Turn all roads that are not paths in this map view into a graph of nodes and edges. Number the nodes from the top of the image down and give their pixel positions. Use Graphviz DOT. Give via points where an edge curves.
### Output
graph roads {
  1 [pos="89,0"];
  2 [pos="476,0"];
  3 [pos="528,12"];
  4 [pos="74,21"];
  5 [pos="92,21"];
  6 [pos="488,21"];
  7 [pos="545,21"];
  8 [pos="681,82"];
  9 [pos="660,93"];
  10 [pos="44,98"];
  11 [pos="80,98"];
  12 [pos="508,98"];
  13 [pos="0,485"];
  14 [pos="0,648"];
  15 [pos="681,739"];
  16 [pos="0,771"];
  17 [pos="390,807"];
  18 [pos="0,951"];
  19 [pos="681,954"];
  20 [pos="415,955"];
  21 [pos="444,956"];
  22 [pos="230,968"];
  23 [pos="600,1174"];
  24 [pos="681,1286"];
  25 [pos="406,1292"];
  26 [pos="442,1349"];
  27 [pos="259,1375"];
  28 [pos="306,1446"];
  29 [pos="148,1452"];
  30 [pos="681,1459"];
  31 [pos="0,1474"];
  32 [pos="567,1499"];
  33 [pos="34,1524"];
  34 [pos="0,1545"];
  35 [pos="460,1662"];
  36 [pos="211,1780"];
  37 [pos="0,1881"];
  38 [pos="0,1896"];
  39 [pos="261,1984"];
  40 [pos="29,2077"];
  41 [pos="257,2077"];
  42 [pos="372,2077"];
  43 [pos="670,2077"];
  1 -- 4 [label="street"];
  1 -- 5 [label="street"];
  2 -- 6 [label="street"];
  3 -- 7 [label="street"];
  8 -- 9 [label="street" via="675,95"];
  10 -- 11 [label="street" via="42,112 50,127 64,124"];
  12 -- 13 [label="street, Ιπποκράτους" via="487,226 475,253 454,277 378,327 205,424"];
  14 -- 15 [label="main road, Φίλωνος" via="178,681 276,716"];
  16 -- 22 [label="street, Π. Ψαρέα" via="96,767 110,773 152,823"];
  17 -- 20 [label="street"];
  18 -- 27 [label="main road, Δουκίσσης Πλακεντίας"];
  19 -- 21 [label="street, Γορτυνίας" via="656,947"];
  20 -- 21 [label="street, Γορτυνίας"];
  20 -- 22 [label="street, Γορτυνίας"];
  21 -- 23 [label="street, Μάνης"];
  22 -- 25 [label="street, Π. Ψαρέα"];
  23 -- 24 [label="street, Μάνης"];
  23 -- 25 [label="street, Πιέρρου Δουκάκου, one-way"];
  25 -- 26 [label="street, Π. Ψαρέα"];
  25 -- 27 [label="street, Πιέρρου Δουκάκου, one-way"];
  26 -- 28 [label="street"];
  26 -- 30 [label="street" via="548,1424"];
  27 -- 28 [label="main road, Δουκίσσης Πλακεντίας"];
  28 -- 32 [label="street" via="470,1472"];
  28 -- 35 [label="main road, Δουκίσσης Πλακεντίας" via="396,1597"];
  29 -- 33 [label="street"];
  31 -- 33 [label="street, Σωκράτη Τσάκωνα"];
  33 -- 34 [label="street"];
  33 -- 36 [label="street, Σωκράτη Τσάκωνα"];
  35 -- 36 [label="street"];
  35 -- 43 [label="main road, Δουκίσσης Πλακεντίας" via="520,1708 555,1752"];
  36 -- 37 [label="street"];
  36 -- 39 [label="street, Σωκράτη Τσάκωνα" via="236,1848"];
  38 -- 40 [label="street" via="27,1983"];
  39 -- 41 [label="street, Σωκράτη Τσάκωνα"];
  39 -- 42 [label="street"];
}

# [Exercise]
Your answer should be the data above, retyped in full and unaltered.

# [Reply]
Turn all roads that are not paths in this map view into a graph of nodes and edges. Number the nodes from the top of the image down and give their pixel positions. Use Graphviz DOT. Give via points where an edge curves.
### Output
graph roads {
  1 [pos="89,0"];
  2 [pos="476,0"];
  3 [pos="528,12"];
  4 [pos="74,21"];
  5 [pos="92,21"];
  6 [pos="488,21"];
  7 [pos="545,21"];
  8 [pos="681,82"];
  9 [pos="660,93"];
  10 [pos="44,98"];
  11 [pos="80,98"];
  12 [pos="508,98"];
  13 [pos="0,485"];
  14 [pos="0,648"];
  15 [pos="681,739"];
  16 [pos="0,771"];
  17 [pos="390,807"];
  18 [pos="0,951"];
  19 [pos="681,954"];
  20 [pos="415,955"];
  21 [pos="444,956"];
  22 [pos="230,968"];
  23 [pos="600,1174"];
  24 [pos="681,1286"];
  25 [pos="406,1292"];
  26 [pos="442,1349"];
  27 [pos="259,1375"];
  28 [pos="306,1446"];
  29 [pos="148,1452"];
  30 [pos="681,1459"];
  31 [pos="0,1474"];
  32 [pos="567,1499"];
  33 [pos="34,1524"];
  34 [pos="0,1545"];
  35 [pos="460,1662"];
  36 [pos="211,1780"];
  37 [pos="0,1881"];
  38 [pos="0,1896"];
  39 [pos="261,1984"];
  40 [pos="29,2077"];
  41 [pos="257,2077"];
  42 [pos="372,2077"];
  43 [pos="670,2077"];
  1 -- 4 [label="street"];
  1 -- 5 [label="street"];
  2 -- 6 [label="street"];
  3 -- 7 [label="street"];
  8 -- 9 [label="street" via="675,95"];
  10 -- 11 [label="street" via="42,112 50,127 64,124"];
  12 -- 13 [label="street, Ιπποκράτους" via="487,226 475,253 454,277 378,327 205,424"];
  14 -- 15 [label="main road, Φίλωνος" via="178,681 276,716"];
  16 -- 22 [label="street, Π. Ψαρέα" via="96,767 110,773 152,823"];
  17 -- 20 [label="street"];
  18 -- 27 [label="main road, Δουκίσσης Πλακεντίας"];
  19 -- 21 [label="street, Γορτυνίας" via="656,947"];
  20 -- 21 [label="street, Γορτυνίας"];
  20 -- 22 [label="street, Γορτυνίας"];
  21 -- 23 [label="street, Μάνης"];
  22 -- 25 [label="street, Π. Ψαρέα"];
  23 -- 24 [label="street, Μάνης"];
  23 -- 25 [label="street, Πιέρρου Δουκάκου, one-way"];
  25 -- 26 [label="street, Π. Ψαρέα"];
  25 -- 27 [label="street, Πιέρρου Δουκάκου, one-way"];
  26 -- 28 [label="street"];
  26 -- 30 [label="street" via="548,1424"];
  27 -- 28 [label="main road, Δουκίσσης Πλακεντίας"];
  28 -- 32 [label="street" via="470,1472"];
  28 -- 35 [label="main road, Δουκίσσης Πλακεντίας" via="396,1597"];
  29 -- 33 [label="street"];
  31 -- 33 [label="street, Σωκράτη Τσάκωνα"];
  33 -- 34 [label="street"];
  33 -- 36 [label="street, Σωκράτη Τσάκωνα"];
  35 -- 36 [label="street"];
  35 -- 43 [label="main road, Δουκίσσης Πλακεντίας" via="520,1708 555,1752"];
  36 -- 37 [label="street"];
  36 -- 39 [label="street, Σωκράτη Τσάκωνα" via="236,1848"];
  38 -- 40 [label="street" via="27,1983"];
  39 -- 41 [label="street, Σωκράτη Τσάκωνα"];
  39 -- 42 [label="street"];
}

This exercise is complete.